Financial Regulatory Forum

Swiss minister says US insists on UBS tax deal – paper

ZURICH, Feb 11 (Reuters) – The Swiss government will probably have to turn to parliament to resolve a legal impasse threatening a deal struck with the United States to hand over data from UBS AG clients, a minister was quoted as saying.

The Swiss government had raised the option of parliament retroactively approving the deal, involving UBS clients suspected of dodging taxes, after a Swiss court ruled in favour of a UBS client seeking to prevent her account data from being given to the U.S. tax agency.

But the government’s preferred solution has so far been to negotiate a way out, hoping the United States would drop the issue if more than 10,000 UBS clients had turned themselves in voluntarily.

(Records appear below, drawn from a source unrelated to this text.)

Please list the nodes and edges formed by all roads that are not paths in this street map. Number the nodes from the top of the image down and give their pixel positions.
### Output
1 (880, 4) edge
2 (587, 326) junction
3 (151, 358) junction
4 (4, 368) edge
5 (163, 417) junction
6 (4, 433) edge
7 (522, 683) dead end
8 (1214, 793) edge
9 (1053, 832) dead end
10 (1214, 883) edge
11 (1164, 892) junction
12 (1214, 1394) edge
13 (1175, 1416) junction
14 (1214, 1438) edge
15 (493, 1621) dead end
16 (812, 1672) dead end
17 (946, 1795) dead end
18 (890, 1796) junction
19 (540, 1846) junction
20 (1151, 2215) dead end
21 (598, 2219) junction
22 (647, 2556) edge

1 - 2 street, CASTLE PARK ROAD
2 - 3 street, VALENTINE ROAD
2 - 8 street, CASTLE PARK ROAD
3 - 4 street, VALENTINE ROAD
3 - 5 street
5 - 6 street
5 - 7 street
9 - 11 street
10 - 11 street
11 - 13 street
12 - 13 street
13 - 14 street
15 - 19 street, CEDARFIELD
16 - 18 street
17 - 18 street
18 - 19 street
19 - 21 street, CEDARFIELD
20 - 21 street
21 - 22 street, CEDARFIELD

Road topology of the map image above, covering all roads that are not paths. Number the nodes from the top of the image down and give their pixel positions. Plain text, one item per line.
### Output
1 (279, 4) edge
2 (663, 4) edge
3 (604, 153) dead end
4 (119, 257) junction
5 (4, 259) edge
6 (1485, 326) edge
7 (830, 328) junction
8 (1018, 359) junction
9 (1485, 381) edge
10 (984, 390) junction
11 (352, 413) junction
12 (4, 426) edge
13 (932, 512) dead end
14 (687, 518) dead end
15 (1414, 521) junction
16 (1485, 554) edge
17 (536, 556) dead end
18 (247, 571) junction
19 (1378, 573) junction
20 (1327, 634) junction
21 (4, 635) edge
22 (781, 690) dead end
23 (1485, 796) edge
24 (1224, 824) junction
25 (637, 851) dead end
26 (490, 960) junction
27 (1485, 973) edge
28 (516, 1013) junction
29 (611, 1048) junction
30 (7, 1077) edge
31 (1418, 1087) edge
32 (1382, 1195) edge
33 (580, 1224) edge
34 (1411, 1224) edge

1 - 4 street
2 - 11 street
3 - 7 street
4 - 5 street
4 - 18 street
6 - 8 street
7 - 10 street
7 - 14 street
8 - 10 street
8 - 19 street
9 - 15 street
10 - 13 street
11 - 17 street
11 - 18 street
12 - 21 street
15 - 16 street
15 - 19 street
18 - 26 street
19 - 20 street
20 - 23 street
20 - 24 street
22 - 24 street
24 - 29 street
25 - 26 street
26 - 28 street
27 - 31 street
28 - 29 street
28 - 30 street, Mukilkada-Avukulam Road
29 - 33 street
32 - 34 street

“I assume today that parliament has to get involved,” Justice Minister Eveline Widmer-Schlumpf told Swiss daily Blick in an interview published on Thursday.

“The United States insist that we stick to the fundamentals of the agreement. This means they want the some 4,500 sets of client data, which refer to cases of severe tax evasion and tax fraud,” she said.

Only some of a total 14,000 clients who have turned themselves in voluntarily to U.S. authorities are UBS clients, Widmer-Schlumpf said when asked if not enough UBS clients have turned themselves in, without giving a detailed number.

A spokesman for the justice ministry said talks with U.S. authorities were continuing, also declining to provide further details. (Reporting by Sven Egenter) ((sven-markus.egenter@thomsonreuters.com; +41.58.306.7351; Reuters Messaging: sven-markus.egenter.reuters.com@reuters.net))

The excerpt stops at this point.